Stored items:
═══

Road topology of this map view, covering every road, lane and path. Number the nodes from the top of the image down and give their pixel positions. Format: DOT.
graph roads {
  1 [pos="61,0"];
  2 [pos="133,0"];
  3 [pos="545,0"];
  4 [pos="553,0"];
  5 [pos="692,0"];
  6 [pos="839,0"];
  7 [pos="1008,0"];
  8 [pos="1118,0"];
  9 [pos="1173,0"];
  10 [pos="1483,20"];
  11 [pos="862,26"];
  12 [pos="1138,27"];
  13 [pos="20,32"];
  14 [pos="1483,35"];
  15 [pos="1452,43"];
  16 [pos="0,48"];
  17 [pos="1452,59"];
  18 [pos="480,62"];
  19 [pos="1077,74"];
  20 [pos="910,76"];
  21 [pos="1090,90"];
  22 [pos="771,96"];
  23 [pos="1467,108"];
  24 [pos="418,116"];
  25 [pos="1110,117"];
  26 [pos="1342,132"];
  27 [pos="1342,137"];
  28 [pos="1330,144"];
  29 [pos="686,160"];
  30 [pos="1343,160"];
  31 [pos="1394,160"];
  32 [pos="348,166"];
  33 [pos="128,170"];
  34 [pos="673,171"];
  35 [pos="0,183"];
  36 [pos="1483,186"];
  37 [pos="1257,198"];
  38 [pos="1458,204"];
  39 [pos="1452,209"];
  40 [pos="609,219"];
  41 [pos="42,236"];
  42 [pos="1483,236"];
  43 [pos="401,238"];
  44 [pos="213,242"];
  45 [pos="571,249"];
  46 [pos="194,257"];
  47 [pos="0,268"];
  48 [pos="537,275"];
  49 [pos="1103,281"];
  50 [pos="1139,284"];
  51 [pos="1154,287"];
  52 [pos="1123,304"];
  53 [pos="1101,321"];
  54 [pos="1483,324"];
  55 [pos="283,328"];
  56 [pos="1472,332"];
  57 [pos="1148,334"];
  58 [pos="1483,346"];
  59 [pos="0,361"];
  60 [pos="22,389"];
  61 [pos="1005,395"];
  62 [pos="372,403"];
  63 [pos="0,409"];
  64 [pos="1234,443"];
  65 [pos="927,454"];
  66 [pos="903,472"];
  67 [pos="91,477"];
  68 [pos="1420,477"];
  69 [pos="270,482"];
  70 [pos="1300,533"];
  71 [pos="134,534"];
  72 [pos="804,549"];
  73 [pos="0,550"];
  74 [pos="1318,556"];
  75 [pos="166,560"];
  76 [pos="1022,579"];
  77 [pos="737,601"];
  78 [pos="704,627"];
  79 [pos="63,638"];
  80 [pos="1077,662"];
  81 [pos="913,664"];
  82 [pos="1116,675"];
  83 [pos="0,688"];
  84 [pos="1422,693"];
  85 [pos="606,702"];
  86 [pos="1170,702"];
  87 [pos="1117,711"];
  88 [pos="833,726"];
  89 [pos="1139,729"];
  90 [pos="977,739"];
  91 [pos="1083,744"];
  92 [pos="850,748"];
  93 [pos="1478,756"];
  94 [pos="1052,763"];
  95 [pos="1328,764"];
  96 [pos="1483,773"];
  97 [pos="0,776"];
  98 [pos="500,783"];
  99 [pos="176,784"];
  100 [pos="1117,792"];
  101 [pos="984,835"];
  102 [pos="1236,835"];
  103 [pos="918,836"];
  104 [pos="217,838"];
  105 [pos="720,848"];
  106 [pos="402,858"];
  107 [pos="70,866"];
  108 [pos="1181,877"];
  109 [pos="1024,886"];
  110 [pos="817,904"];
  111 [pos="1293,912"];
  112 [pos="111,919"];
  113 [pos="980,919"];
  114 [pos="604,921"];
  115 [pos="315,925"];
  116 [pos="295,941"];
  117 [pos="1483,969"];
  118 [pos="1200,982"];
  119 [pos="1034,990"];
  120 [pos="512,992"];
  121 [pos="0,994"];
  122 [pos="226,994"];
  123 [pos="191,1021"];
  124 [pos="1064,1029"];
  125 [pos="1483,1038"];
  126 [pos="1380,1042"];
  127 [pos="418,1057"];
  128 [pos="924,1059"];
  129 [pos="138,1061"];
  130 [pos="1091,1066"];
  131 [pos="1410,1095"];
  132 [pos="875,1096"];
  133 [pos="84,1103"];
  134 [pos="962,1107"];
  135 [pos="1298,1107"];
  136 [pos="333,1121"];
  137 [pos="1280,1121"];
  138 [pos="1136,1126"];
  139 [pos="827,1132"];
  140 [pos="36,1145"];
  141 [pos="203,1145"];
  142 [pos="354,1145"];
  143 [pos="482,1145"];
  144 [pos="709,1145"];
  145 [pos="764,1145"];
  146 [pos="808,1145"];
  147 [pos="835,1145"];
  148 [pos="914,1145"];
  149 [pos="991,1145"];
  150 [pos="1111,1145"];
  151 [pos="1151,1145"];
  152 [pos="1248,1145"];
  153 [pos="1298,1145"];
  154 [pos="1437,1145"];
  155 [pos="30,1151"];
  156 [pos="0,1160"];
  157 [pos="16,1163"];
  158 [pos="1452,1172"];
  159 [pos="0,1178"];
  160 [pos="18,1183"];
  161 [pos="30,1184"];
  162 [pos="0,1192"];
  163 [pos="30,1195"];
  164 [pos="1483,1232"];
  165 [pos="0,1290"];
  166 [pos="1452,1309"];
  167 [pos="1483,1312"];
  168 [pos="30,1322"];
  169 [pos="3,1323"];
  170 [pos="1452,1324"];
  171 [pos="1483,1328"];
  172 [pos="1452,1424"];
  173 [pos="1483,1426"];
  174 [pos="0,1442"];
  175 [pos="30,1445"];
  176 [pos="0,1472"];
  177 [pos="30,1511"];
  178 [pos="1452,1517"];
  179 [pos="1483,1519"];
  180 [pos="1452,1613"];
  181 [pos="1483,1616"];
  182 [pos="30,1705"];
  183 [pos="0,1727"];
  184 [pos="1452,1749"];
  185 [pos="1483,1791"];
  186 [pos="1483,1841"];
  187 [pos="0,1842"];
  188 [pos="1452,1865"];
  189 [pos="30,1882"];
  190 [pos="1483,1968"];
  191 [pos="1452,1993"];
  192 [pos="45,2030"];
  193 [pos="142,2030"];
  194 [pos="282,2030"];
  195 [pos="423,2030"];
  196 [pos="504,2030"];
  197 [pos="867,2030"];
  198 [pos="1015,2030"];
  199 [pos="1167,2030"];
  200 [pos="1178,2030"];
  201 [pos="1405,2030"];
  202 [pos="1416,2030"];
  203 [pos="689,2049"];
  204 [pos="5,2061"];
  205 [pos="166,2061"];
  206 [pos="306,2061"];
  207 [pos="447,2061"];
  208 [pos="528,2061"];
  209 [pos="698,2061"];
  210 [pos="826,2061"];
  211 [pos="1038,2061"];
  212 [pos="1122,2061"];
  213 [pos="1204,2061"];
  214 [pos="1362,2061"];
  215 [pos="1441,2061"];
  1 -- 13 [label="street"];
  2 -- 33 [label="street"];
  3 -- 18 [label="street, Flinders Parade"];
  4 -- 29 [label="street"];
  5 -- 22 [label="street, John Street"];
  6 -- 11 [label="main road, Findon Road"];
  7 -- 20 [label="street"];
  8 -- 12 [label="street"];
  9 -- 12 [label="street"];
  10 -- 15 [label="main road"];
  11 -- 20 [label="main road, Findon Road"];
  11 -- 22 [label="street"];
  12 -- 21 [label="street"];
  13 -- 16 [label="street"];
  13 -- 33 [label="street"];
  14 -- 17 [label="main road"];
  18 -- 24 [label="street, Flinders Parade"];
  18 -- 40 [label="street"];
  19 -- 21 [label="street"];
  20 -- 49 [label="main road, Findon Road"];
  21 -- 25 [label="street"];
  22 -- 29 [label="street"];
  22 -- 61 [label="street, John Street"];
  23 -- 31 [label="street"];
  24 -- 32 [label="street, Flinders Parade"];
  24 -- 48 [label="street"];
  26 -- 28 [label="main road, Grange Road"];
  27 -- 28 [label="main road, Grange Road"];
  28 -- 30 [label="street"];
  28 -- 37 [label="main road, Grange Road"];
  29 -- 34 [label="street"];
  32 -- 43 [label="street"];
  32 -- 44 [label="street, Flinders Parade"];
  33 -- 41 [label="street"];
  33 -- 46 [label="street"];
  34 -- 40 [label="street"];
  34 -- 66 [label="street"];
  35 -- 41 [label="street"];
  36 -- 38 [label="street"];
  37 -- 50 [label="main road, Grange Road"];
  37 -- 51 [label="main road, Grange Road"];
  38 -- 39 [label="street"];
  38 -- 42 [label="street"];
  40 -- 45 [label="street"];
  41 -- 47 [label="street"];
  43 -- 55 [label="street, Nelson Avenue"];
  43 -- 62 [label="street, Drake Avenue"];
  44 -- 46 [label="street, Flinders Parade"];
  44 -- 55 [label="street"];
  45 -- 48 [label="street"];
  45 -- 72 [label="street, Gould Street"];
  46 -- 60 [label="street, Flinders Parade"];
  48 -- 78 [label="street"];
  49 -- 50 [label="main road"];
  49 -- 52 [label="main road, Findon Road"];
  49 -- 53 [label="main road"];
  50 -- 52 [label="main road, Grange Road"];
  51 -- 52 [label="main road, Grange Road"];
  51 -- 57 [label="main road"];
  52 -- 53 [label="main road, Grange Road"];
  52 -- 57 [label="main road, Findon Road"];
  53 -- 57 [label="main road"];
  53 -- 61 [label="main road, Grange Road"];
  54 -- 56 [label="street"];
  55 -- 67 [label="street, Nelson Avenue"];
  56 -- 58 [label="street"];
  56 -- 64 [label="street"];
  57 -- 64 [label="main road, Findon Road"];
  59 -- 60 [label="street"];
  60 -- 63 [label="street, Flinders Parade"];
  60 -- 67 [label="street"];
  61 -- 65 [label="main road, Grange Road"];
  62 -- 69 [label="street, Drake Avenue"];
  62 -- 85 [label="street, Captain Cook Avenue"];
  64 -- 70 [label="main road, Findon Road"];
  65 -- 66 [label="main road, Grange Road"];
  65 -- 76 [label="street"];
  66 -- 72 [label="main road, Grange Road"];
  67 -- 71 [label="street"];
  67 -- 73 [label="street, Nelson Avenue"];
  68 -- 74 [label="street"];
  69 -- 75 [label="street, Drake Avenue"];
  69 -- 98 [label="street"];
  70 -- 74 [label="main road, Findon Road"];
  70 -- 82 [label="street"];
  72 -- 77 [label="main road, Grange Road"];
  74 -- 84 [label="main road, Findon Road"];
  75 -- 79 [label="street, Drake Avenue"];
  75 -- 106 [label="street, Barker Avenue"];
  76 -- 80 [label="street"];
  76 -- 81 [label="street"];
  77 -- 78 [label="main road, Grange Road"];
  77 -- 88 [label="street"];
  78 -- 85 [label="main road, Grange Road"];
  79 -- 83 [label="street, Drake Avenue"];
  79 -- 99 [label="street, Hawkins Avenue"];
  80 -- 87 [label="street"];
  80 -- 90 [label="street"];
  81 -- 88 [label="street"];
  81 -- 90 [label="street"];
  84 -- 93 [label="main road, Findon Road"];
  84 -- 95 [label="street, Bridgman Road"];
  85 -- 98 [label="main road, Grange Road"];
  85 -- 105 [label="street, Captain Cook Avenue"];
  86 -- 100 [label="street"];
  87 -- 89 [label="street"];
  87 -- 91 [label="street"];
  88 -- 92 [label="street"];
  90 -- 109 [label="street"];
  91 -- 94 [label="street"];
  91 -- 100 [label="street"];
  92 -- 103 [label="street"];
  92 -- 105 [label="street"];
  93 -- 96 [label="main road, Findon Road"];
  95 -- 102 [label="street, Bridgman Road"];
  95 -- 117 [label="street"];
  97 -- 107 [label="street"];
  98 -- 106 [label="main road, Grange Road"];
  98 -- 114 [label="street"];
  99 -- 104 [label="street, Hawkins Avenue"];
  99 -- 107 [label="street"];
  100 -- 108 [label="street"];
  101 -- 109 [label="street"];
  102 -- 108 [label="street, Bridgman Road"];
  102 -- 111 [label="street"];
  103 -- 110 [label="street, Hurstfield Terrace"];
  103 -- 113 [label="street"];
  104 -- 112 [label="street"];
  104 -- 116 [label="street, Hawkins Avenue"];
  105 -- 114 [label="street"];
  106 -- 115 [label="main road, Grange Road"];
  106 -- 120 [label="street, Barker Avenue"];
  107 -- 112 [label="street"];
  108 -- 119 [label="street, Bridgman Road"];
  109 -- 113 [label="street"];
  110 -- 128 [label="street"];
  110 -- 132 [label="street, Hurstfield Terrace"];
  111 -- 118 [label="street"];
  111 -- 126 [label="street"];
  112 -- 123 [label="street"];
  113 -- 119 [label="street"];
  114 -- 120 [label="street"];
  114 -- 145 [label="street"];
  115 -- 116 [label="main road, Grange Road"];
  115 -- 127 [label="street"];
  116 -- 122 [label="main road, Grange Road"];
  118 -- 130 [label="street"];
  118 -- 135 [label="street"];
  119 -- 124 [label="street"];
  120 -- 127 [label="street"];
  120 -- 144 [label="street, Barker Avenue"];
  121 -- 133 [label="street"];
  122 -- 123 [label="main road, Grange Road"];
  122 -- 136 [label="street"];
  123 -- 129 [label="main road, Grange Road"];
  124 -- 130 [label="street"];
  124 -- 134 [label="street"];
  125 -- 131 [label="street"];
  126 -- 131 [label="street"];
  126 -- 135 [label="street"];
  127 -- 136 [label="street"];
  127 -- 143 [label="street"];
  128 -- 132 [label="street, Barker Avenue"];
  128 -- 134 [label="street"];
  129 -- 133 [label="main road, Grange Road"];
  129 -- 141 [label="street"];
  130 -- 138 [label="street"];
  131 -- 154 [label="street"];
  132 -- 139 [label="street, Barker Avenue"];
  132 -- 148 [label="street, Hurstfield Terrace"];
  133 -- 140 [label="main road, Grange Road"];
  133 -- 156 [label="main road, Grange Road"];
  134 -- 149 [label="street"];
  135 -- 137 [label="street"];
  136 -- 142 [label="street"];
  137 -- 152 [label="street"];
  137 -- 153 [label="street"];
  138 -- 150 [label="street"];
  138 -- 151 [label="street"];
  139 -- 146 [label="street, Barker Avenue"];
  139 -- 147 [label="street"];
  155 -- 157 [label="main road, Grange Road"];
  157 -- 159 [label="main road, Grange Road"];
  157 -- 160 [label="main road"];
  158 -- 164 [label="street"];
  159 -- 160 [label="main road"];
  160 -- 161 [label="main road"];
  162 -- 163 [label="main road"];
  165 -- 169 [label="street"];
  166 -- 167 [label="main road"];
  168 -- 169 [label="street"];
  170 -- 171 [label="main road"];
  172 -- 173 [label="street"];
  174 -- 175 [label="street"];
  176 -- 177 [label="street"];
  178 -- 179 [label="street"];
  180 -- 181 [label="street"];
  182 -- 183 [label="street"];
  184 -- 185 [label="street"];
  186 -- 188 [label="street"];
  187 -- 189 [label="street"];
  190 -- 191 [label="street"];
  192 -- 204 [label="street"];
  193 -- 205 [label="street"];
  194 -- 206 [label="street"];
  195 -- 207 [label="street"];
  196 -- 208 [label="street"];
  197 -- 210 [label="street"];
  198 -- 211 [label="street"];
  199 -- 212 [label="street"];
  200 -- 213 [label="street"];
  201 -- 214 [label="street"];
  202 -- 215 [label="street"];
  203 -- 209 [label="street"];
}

═══

How to complete this task:
Go through the records and pull out each line that includes the word "Bridgman".

Solution:
  84 -- 95 [label="street, Bridgman Road"];
  95 -- 102 [label="street, Bridgman Road"];
  102 -- 108 [label="street, Bridgman Road"];
  108 -- 119 [label="street, Bridgman Road"];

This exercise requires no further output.